Cuando, ya después de casada, mi marido y yo compramos un piso en La Manga, recuerdo pasarme horas y horas mirando al Mar Menor, contemplando su belleza. Por la mañana era de un azul intenso. Después de comer la laguna se volvía plateada por los reflejos del sol y los días de viento se llenaba de multitud de velas de colores que lo cruzaban. Era la gente que con sus tablas quería disfrutar de las posibilidades que le ofrecía el día. Los atardeceres eran increíbles, el mar se teñía de múltiples colores rojizos presentando cada día un espectáculo diferente.
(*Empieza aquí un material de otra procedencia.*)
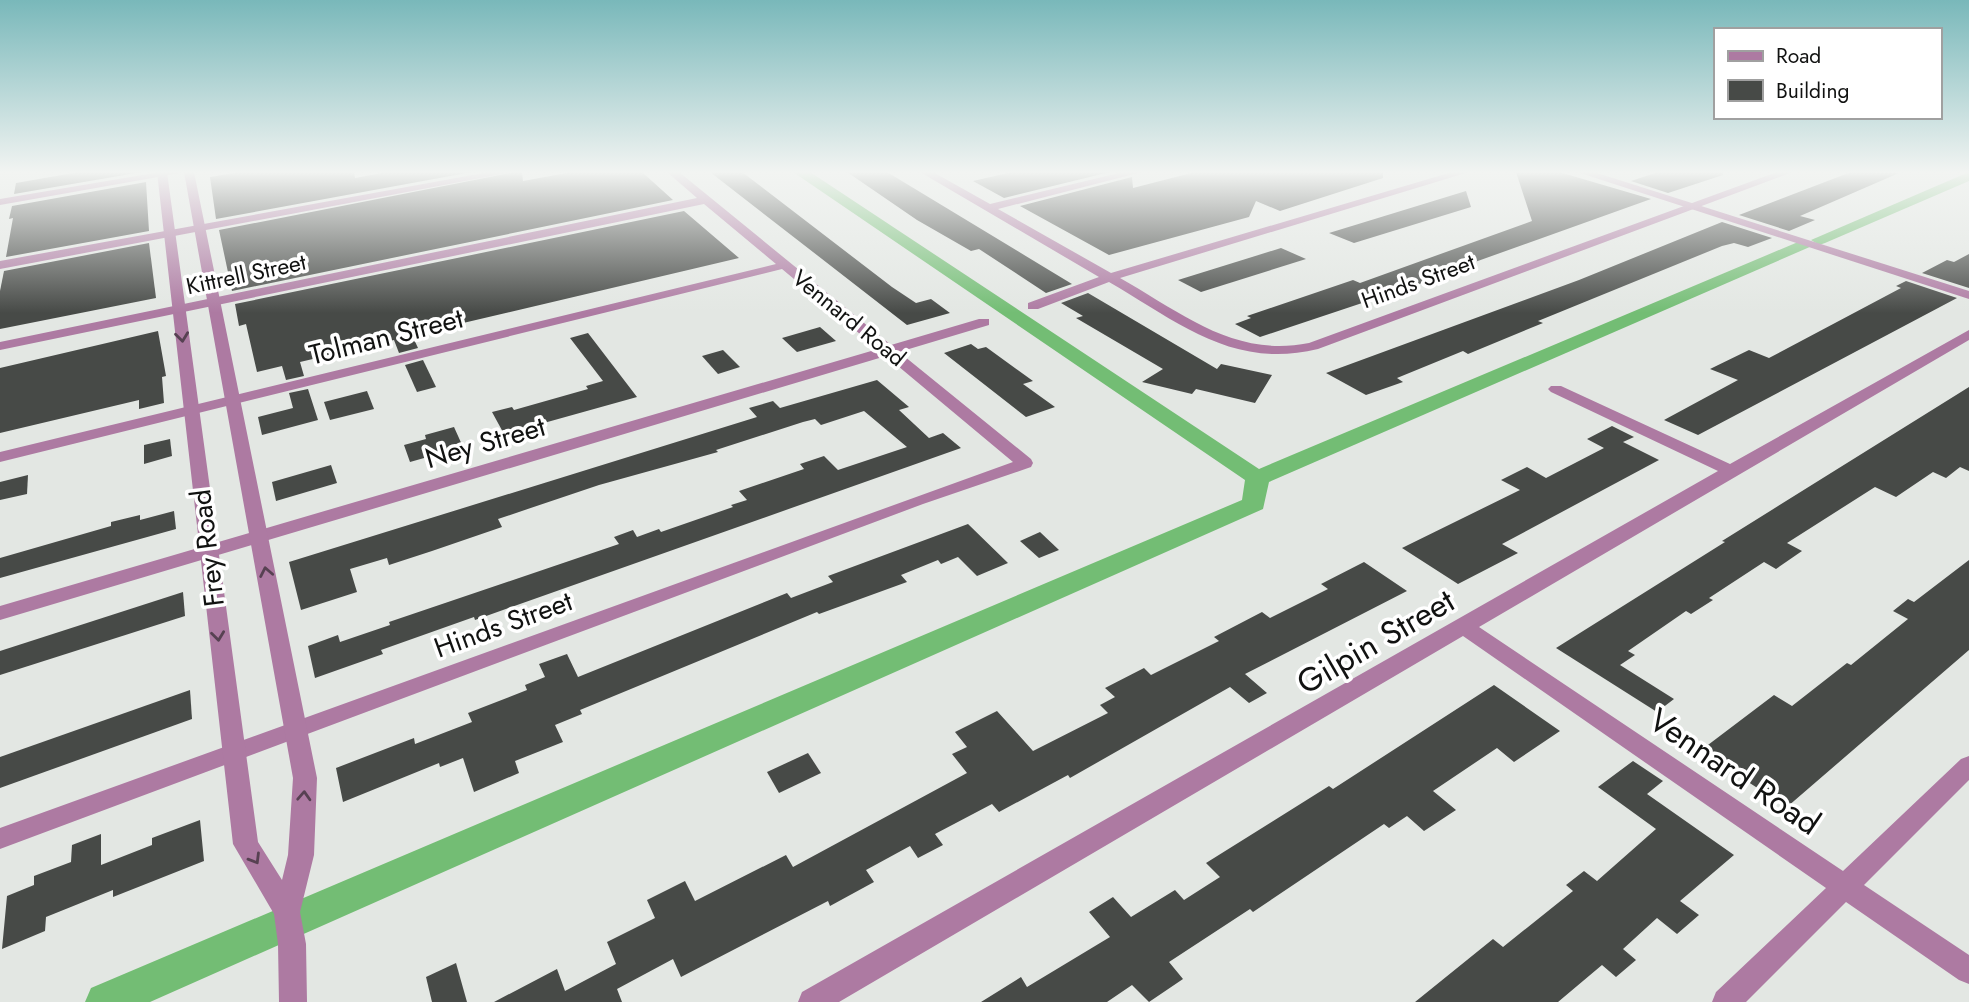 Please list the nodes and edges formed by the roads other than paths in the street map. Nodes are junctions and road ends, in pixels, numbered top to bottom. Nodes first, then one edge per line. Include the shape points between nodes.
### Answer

Por la noche, el perímetro del mar se llenaba de múltiples lucecitas blancas que enmarcan todo el litoral proyectando también su resplandor sobre el mar, convirtiéndose todos estos reflejos en un paisaje de una belleza solamente superada en las noches de luna cuando a todo este conjunto de luces se añadía su reflejo, unas veces creciente, otras menguante, vista a través de las nubes o en toda su plenitud.
La Manga
Me recuerdo mirando una y otra vez todos estos paisajes que el Mar Menor ofrecía, y pensaba que, realmente, era muy afortunada al tener en mi propia tierra el paraíso. Por eso, estos dos últimos años he sentido una gran tristeza y me he sorprendido a mí misma mirando una y otra vez al Mar Menor, pero en esta ocasión ha sido por ver si, por algún tipo de milagro, habían desaparecido las aguas verdes, esas que dan sensación de ciénaga, de muerte y de nuevo podía perder mi mirada en la transparencia de sus aguas.